The Flemish government has struck a deal on climate efforts by 2030. Electric driving will become the norm from 2029. Renovation of energy-starved homes is mandatory. In 2023 there will be a gas embargo for new construction. Agriculture must also make great efforts. The industry is waiting for the natural gas tax.
After a week of negotiations, the Flemish government reached an agreement on further climate efforts. It should reduce carbon dioxide emissions in industry, agriculture, housing and mobility by 40 percent by 2030. This is far more than the 32.6 percent target previously sought by the government. Energy Minister Saturn Demir (N-VA) can leave for Scotland’s climate summit on Saturday with a deal in his pocket.
Vehicles with an internal combustion engine are prohibited. From 2029, no diesel, petrol, or hybrid cars are allowed To be registered more. All new cars must be electric.
Fleet electrification was the hardest decision to make. The Open VLD wanted to ban combustion engine registration from 2027, but the N-VA had serious reservations about Feasibility from that time. The success of 2029 will be monitored. The ban could be postponed if it turns out that there are not enough cars, batteries and charging stations, or if electric cars remain more expensive than those powered by a combustion engine.
“The sharp edges are gone,” Demir says. But with that scale, we’re at the top of Europe. Only Norway is doing it faster,” said Deputy Prime Minister Bart Sommers (Open VLD) spokesman. He has been consistent in the negotiations: Open VLD put ambitious measures on the table, after which the N-VA had questions about feasibility. But after Six days of political and technical consultations, positions were reconciled.
The ban will not apply to cars located in second hand market. VLD Open has dropped its application. The influx of electric motor cars will dominate the used car market in the long run, and that’s why. In addition, transport company De Lijn’s fleet should be emission-free by 2035 and kilometer charges for trucks will be linked to CO2 emissions.
The government also reached agreement on another proposal from Open VLD: only Fossil-free heating in new buildings. With this you want to push the people who build towards a heat pump. Gas heating is prohibited. The Liberals wanted the ban to go into effect in 2023, but their coalition partners thought that was too soon.
Gas heating will only be banned from 2023. Families can install a hybrid heat pump – a combination between a gas boiler and a heat pump. from By 2026, being free of fossils will become the norm.
The necessary condition for gas ban is that heat pumps, which are powered by electricity, attractive from a financial point of view.
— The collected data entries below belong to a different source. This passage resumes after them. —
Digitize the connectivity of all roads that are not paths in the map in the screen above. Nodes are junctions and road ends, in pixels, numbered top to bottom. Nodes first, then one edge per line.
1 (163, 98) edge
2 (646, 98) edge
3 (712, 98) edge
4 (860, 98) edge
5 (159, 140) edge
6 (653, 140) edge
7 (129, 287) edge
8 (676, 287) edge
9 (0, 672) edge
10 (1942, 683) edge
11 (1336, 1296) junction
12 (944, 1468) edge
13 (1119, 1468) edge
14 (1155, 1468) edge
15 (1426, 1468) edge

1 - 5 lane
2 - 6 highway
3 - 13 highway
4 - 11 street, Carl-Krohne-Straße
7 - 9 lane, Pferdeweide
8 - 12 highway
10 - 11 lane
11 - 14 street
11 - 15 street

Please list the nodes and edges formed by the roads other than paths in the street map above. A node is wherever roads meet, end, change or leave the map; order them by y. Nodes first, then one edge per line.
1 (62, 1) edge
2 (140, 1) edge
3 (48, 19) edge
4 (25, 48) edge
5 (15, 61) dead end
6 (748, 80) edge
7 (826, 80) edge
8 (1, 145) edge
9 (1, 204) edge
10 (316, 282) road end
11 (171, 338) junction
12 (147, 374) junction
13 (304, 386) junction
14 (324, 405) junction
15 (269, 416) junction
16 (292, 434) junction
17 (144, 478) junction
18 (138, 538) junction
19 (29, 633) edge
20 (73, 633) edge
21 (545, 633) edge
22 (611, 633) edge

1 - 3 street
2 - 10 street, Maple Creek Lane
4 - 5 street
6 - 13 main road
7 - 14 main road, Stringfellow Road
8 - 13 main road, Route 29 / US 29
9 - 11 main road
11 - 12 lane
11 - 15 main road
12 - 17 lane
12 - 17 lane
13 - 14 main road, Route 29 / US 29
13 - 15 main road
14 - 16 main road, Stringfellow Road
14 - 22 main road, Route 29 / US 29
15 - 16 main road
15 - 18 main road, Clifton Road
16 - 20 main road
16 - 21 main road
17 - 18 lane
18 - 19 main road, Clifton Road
Premiums for heat pumps will rise to 2,250 euros. The government will require the energy regulator VREG to reduce the distribution network fee for owners. The charge shift from electricity to gas should enhance the attractiveness of the heat pump. Work continues on this tax transformation.
What has already been agreed upon is a file Renewal of commitment From 2023. Anyone who buys a house marked EPC or F must renovate it within five years to economic level D. The €20,000 interest-free renewal loan is linked to this. Anyone who already has a home will be encouraged to renovate. These families get an additional premium and can take out a loan at a negative interest rate of up to 1.5 percent.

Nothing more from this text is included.